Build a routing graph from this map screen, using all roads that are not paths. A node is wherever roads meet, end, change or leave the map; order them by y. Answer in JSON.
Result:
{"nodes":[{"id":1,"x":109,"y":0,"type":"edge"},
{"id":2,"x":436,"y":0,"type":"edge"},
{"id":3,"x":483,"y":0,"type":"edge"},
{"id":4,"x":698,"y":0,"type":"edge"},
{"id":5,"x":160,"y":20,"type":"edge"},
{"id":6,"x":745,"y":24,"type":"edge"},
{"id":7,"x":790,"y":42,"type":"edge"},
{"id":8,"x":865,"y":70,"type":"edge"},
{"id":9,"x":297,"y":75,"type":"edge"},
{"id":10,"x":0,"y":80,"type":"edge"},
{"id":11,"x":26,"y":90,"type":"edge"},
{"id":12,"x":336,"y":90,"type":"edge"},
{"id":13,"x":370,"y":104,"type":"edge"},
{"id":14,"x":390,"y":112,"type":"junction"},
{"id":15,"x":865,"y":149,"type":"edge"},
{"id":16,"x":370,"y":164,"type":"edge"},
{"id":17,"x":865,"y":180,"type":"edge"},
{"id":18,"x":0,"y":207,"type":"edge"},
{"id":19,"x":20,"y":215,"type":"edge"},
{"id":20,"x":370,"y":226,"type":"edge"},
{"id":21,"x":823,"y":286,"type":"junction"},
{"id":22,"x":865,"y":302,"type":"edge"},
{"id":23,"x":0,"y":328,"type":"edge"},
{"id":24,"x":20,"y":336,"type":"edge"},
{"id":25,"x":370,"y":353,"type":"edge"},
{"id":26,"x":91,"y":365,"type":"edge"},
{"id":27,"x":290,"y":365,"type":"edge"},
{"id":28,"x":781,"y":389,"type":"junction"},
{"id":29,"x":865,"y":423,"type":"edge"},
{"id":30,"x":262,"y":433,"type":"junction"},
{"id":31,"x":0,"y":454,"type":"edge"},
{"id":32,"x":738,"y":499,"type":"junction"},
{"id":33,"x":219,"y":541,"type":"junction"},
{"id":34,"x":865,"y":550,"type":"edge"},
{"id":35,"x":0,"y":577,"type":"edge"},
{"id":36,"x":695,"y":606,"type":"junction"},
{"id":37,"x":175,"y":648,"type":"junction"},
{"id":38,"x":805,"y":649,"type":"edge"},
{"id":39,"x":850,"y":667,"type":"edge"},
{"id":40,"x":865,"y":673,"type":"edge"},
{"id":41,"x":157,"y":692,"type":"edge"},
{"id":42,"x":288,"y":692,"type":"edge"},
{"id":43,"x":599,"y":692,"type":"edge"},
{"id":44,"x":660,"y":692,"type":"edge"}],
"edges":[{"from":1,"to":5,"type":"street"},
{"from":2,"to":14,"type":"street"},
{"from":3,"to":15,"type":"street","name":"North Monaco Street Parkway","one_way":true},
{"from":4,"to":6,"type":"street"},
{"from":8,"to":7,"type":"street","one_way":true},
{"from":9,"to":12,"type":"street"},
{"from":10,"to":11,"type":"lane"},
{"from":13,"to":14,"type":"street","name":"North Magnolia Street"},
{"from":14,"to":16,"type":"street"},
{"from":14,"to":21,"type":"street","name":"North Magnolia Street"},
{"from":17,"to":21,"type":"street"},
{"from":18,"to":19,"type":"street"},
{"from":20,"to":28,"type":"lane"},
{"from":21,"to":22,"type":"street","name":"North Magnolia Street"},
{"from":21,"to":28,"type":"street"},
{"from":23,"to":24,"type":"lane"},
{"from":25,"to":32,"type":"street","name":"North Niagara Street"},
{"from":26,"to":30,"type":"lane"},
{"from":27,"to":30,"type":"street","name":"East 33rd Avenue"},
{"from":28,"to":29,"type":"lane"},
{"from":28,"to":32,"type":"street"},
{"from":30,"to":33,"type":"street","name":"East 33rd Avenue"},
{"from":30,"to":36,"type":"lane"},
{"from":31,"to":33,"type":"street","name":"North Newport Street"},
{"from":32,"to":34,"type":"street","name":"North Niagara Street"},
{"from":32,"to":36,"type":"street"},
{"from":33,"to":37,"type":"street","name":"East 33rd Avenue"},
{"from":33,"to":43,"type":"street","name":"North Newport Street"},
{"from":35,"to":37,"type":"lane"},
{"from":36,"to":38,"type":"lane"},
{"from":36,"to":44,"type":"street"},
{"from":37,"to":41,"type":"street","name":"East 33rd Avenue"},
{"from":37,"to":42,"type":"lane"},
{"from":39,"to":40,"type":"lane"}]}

+++

TASK DIRECTIONS: Could you copy the listing above word for word?

EXERCISE ANSWER:
Build a routing graph from this map screen, using all roads that are not paths. A node is wherever roads meet, end, change or leave the map; order them by y. Answer in JSON.
Result:
{"nodes":[{"id":1,"x":109,"y":0,"type":"edge"},
{"id":2,"x":436,"y":0,"type":"edge"},
{"id":3,"x":483,"y":0,"type":"edge"},
{"id":4,"x":698,"y":0,"type":"edge"},
{"id":5,"x":160,"y":20,"type":"edge"},
{"id":6,"x":745,"y":24,"type":"edge"},
{"id":7,"x":790,"y":42,"type":"edge"},
{"id":8,"x":865,"y":70,"type":"edge"},
{"id":9,"x":297,"y":75,"type":"edge"},
{"id":10,"x":0,"y":80,"type":"edge"},
{"id":11,"x":26,"y":90,"type":"edge"},
{"id":12,"x":336,"y":90,"type":"edge"},
{"id":13,"x":370,"y":104,"type":"edge"},
{"id":14,"x":390,"y":112,"type":"junction"},
{"id":15,"x":865,"y":149,"type":"edge"},
{"id":16,"x":370,"y":164,"type":"edge"},
{"id":17,"x":865,"y":180,"type":"edge"},
{"id":18,"x":0,"y":207,"type":"edge"},
{"id":19,"x":20,"y":215,"type":"edge"},
{"id":20,"x":370,"y":226,"type":"edge"},
{"id":21,"x":823,"y":286,"type":"junction"},
{"id":22,"x":865,"y":302,"type":"edge"},
{"id":23,"x":0,"y":328,"type":"edge"},
{"id":24,"x":20,"y":336,"type":"edge"},
{"id":25,"x":370,"y":353,"type":"edge"},
{"id":26,"x":91,"y":365,"type":"edge"},
{"id":27,"x":290,"y":365,"type":"edge"},
{"id":28,"x":781,"y":389,"type":"junction"},
{"id":29,"x":865,"y":423,"type":"edge"},
{"id":30,"x":262,"y":433,"type":"junction"},
{"id":31,"x":0,"y":454,"type":"edge"},
{"id":32,"x":738,"y":499,"type":"junction"},
{"id":33,"x":219,"y":541,"type":"junction"},
{"id":34,"x":865,"y":550,"type":"edge"},
{"id":35,"x":0,"y":577,"type":"edge"},
{"id":36,"x":695,"y":606,"type":"junction"},
{"id":37,"x":175,"y":648,"type":"junction"},
{"id":38,"x":805,"y":649,"type":"edge"},
{"id":39,"x":850,"y":667,"type":"edge"},
{"id":40,"x":865,"y":673,"type":"edge"},
{"id":41,"x":157,"y":692,"type":"edge"},
{"id":42,"x":288,"y":692,"type":"edge"},
{"id":43,"x":599,"y":692,"type":"edge"},
{"id":44,"x":660,"y":692,"type":"edge"}],
"edges":[{"from":1,"to":5,"type":"street"},
{"from":2,"to":14,"type":"street"},
{"from":3,"to":15,"type":"street","name":"North Monaco Street Parkway","one_way":true},
{"from":4,"to":6,"type":"street"},
{"from":8,"to":7,"type":"street","one_way":true},
{"from":9,"to":12,"type":"street"},
{"from":10,"to":11,"type":"lane"},
{"from":13,"to":14,"type":"street","name":"North Magnolia Street"},
{"from":14,"to":16,"type":"street"},
{"from":14,"to":21,"type":"street","name":"North Magnolia Street"},
{"from":17,"to":21,"type":"street"},
{"from":18,"to":19,"type":"street"},
{"from":20,"to":28,"type":"lane"},
{"from":21,"to":22,"type":"street","name":"North Magnolia Street"},
{"from":21,"to":28,"type":"street"},
{"from":23,"to":24,"type":"lane"},
{"from":25,"to":32,"type":"street","name":"North Niagara Street"},
{"from":26,"to":30,"type":"lane"},
{"from":27,"to":30,"type":"street","name":"East 33rd Avenue"},
{"from":28,"to":29,"type":"lane"},
{"from":28,"to":32,"type":"street"},
{"from":30,"to":33,"type":"street","name":"East 33rd Avenue"},
{"from":30,"to":36,"type":"lane"},
{"from":31,"to":33,"type":"street","name":"North Newport Street"},
{"from":32,"to":34,"type":"street","name":"North Niagara Street"},
{"from":32,"to":36,"type":"street"},
{"from":33,"to":37,"type":"street","name":"East 33rd Avenue"},
{"from":33,"to":43,"type":"street","name":"North Newport Street"},
{"from":35,"to":37,"type":"lane"},
{"from":36,"to":38,"type":"lane"},
{"from":36,"to":44,"type":"street"},
{"from":37,"to":41,"type":"street","name":"East 33rd Avenue"},
{"from":37,"to":42,"type":"lane"},
{"from":39,"to":40,"type":"lane"}]}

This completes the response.